**ASSIGNMENT:**
If a line in the entries below contains "ADOBES", copy it.

**Collected data:**
-=-=-
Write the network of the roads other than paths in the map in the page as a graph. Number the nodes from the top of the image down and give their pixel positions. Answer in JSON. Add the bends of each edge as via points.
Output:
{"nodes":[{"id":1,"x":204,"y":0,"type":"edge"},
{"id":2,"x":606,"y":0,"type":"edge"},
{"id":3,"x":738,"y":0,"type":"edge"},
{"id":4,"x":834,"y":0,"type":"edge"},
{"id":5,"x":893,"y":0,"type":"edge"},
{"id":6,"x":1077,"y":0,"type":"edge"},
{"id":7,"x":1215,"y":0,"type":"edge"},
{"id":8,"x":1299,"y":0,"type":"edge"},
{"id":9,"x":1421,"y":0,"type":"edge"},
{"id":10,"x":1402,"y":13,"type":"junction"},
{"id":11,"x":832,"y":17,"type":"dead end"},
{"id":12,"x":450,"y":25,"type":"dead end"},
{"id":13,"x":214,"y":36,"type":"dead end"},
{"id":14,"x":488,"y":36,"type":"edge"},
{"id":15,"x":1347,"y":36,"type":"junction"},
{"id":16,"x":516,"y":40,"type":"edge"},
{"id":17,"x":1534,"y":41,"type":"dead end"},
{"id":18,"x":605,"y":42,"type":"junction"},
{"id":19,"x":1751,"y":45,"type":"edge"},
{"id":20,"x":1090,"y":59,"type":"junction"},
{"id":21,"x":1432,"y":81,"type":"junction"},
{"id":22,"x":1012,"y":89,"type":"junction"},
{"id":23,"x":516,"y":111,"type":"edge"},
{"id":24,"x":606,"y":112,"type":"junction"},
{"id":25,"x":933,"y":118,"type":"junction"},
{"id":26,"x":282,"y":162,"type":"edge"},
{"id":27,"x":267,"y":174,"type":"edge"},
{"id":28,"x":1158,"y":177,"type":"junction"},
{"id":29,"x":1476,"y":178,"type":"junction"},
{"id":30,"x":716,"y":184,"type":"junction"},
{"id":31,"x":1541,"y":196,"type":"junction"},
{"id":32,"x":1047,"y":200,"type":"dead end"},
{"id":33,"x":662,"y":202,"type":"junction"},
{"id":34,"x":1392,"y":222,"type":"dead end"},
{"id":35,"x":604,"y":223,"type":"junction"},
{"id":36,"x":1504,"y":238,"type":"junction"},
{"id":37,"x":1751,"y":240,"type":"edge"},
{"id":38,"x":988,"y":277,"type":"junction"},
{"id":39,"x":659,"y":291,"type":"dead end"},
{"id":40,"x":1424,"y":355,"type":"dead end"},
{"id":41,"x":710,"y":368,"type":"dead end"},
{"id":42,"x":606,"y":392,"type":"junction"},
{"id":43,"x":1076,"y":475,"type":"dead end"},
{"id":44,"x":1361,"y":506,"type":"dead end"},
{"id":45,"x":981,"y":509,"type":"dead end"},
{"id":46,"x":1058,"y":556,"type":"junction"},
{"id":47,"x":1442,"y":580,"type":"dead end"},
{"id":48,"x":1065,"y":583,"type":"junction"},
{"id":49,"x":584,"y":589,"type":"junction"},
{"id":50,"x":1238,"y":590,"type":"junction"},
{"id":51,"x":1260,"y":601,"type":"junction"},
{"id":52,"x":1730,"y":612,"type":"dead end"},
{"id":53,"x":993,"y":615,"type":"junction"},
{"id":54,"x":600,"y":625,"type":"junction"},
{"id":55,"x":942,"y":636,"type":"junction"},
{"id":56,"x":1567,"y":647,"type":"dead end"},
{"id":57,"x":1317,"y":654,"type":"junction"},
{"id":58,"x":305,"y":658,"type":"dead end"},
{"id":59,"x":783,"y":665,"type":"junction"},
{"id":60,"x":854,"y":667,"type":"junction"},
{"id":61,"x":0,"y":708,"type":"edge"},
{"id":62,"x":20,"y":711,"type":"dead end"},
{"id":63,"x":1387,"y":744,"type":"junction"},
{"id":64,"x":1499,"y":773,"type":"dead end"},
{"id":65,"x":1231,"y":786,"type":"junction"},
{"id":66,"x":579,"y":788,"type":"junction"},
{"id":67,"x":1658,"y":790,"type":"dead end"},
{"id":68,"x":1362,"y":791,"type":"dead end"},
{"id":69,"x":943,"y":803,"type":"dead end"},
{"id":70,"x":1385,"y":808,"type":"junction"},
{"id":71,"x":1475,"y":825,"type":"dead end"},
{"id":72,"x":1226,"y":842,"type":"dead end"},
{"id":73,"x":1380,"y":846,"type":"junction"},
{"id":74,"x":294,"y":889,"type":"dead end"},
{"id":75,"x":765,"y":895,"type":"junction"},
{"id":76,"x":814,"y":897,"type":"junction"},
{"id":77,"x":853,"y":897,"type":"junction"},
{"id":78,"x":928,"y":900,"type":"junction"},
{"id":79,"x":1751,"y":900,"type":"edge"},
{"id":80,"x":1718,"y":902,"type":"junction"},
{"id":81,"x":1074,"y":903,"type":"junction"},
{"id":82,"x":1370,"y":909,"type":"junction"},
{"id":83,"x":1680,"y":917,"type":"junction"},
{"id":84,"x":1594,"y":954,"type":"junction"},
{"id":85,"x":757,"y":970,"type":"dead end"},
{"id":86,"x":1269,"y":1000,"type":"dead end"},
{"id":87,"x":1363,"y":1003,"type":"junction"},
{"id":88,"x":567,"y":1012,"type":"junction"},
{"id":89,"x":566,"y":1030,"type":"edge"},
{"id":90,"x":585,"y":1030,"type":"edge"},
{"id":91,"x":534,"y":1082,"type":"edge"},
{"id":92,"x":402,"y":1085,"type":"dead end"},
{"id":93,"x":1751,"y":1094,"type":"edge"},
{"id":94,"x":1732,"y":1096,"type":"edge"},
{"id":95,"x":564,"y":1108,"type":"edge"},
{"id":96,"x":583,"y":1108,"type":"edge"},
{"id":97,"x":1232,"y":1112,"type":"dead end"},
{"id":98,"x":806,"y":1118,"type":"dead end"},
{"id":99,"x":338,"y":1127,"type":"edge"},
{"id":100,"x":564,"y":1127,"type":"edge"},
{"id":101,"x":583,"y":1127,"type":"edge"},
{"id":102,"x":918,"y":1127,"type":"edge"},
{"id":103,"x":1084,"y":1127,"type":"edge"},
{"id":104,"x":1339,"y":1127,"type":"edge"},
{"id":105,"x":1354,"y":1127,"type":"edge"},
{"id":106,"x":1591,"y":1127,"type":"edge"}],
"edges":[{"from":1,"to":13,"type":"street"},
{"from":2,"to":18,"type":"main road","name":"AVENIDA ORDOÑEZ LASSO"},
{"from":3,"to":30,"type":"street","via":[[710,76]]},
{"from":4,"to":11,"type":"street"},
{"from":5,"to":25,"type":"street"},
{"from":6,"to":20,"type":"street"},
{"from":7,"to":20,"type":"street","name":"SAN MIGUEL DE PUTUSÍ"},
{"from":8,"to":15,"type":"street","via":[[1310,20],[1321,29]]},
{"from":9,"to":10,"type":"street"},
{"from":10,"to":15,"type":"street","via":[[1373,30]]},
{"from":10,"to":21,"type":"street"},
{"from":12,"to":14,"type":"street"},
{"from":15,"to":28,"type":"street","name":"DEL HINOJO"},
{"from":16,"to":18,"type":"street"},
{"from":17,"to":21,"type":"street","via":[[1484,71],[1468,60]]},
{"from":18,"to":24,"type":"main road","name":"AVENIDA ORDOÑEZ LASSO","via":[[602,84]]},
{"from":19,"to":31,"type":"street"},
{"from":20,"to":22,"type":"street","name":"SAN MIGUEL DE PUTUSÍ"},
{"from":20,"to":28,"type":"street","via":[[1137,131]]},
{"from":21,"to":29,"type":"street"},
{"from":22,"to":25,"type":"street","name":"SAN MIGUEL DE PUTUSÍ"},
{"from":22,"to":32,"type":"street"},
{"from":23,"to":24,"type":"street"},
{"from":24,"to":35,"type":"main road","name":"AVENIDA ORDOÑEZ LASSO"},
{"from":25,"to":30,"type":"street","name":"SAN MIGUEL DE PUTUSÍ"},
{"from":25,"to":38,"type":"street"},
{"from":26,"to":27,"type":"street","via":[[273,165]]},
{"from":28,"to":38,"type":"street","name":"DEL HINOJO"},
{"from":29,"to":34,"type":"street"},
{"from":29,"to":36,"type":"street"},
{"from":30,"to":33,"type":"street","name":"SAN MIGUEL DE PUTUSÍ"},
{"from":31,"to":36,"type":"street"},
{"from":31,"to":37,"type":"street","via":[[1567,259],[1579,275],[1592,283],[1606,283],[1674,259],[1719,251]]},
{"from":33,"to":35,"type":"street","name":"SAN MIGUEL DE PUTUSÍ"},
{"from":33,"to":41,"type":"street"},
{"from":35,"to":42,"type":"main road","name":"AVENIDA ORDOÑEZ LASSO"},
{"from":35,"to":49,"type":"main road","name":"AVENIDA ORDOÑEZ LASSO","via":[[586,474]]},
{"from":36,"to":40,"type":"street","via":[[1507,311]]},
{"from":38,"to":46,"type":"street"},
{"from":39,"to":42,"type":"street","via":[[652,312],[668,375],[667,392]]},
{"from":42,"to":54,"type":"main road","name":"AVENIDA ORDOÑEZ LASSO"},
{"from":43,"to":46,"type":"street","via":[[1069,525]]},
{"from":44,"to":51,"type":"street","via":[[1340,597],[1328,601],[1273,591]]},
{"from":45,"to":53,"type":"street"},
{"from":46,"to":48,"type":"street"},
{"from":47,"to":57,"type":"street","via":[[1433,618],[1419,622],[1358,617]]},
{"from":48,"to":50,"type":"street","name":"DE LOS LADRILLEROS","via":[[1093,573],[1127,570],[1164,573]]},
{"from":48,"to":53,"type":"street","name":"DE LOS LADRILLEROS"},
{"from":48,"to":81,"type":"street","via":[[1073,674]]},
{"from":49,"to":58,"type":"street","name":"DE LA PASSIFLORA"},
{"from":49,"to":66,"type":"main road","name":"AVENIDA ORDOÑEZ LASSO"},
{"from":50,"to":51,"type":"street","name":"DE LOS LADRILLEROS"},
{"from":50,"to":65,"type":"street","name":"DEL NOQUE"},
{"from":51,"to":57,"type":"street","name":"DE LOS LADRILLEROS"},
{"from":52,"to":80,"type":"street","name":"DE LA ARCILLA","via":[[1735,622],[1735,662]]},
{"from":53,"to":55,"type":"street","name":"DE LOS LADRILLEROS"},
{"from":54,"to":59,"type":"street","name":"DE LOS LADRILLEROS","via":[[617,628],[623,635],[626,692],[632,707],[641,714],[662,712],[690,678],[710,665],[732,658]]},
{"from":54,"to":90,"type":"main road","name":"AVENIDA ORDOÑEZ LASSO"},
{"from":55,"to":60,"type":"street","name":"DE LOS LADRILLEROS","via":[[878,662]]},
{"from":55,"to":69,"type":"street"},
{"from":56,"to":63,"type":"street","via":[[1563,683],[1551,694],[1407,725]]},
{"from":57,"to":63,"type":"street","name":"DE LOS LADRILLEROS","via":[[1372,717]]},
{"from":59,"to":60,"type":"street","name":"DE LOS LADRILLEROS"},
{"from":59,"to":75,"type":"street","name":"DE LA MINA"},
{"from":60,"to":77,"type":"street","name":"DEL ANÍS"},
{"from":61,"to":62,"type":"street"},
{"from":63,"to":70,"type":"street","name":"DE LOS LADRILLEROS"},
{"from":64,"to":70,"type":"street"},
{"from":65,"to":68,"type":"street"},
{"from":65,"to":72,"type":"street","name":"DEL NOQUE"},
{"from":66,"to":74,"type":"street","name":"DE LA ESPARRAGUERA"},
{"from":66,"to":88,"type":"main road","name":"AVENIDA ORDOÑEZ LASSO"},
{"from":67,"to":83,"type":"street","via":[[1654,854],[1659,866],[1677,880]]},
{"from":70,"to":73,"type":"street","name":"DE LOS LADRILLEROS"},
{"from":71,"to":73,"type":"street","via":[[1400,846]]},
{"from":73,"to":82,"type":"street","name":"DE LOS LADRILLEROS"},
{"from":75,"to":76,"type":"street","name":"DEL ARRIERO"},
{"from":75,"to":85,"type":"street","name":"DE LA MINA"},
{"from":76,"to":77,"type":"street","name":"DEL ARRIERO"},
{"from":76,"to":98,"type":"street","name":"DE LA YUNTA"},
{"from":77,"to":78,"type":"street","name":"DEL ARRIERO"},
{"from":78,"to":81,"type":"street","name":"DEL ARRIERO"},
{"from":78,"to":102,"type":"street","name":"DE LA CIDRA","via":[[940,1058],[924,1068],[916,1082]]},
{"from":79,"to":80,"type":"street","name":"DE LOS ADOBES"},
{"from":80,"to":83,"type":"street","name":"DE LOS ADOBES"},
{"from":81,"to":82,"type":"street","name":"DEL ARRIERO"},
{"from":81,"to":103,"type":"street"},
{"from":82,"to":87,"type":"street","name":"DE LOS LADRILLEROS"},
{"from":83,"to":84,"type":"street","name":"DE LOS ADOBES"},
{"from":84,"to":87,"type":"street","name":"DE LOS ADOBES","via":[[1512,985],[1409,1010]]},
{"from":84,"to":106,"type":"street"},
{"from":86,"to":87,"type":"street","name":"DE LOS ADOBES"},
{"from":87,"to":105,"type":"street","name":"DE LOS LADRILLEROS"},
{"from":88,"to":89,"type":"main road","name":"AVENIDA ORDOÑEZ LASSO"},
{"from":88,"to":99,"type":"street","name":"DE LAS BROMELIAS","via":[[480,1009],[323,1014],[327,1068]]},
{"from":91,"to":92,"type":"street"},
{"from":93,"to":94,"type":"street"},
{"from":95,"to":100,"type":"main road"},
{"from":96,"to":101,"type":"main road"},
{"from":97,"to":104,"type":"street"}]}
-=-=-
**ANSWER TO THIS PROBLEM:**
{"from":79,"to":80,"type":"street","name":"DE LOS ADOBES"},
{"from":80,"to":83,"type":"street","name":"DE LOS ADOBES"},
{"from":83,"to":84,"type":"street","name":"DE LOS ADOBES"},
{"from":84,"to":87,"type":"street","name":"DE LOS ADOBES","via":[[1512,985],[1409,1010]]},
{"from":86,"to":87,"type":"street","name":"DE LOS ADOBES"},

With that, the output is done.